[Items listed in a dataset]
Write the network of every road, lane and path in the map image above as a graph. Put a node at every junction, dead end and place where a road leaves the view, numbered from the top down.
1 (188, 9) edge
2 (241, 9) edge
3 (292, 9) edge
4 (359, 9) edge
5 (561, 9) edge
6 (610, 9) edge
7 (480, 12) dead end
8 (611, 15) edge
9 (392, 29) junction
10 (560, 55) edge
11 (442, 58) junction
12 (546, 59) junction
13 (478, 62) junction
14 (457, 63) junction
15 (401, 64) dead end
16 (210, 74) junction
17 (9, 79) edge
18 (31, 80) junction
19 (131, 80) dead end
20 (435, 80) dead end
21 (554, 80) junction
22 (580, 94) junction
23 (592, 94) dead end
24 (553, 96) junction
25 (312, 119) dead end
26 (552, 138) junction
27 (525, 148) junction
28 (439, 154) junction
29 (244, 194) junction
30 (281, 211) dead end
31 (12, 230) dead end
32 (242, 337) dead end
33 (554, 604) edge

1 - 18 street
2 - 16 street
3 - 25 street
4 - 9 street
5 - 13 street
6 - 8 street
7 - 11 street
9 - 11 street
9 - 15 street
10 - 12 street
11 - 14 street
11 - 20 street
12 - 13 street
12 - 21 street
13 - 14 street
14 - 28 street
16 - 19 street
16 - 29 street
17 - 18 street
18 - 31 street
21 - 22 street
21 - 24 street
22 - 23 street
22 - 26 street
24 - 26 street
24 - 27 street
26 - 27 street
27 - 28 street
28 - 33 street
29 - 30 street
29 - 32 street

▶ Requirement
Copy each record from above exactly, and include every line.

▶ Task solution
Write the network of every road, lane and path in the map image above as a graph. Put a node at every junction, dead end and place where a road leaves the view, numbered from the top down.
1 (188, 9) edge
2 (241, 9) edge
3 (292, 9) edge
4 (359, 9) edge
5 (561, 9) edge
6 (610, 9) edge
7 (480, 12) dead end
8 (611, 15) edge
9 (392, 29) junction
10 (560, 55) edge
11 (442, 58) junction
12 (546, 59) junction
13 (478, 62) junction
14 (457, 63) junction
15 (401, 64) dead end
16 (210, 74) junction
17 (9, 79) edge
18 (31, 80) junction
19 (131, 80) dead end
20 (435, 80) dead end
21 (554, 80) junction
22 (580, 94) junction
23 (592, 94) dead end
24 (553, 96) junction
25 (312, 119) dead end
26 (552, 138) junction
27 (525, 148) junction
28 (439, 154) junction
29 (244, 194) junction
30 (281, 211) dead end
31 (12, 230) dead end
32 (242, 337) dead end
33 (554, 604) edge

1 - 18 street
2 - 16 street
3 - 25 street
4 - 9 street
5 - 13 street
6 - 8 street
7 - 11 street
9 - 11 street
9 - 15 street
10 - 12 street
11 - 14 street
11 - 20 street
12 - 13 street
12 - 21 street
13 - 14 street
14 - 28 street
16 - 19 street
16 - 29 street
17 - 18 street
18 - 31 street
21 - 22 street
21 - 24 street
22 - 23 street
22 - 26 street
24 - 26 street
24 - 27 street
26 - 27 street
27 - 28 street
28 - 33 street
29 - 30 street
29 - 32 street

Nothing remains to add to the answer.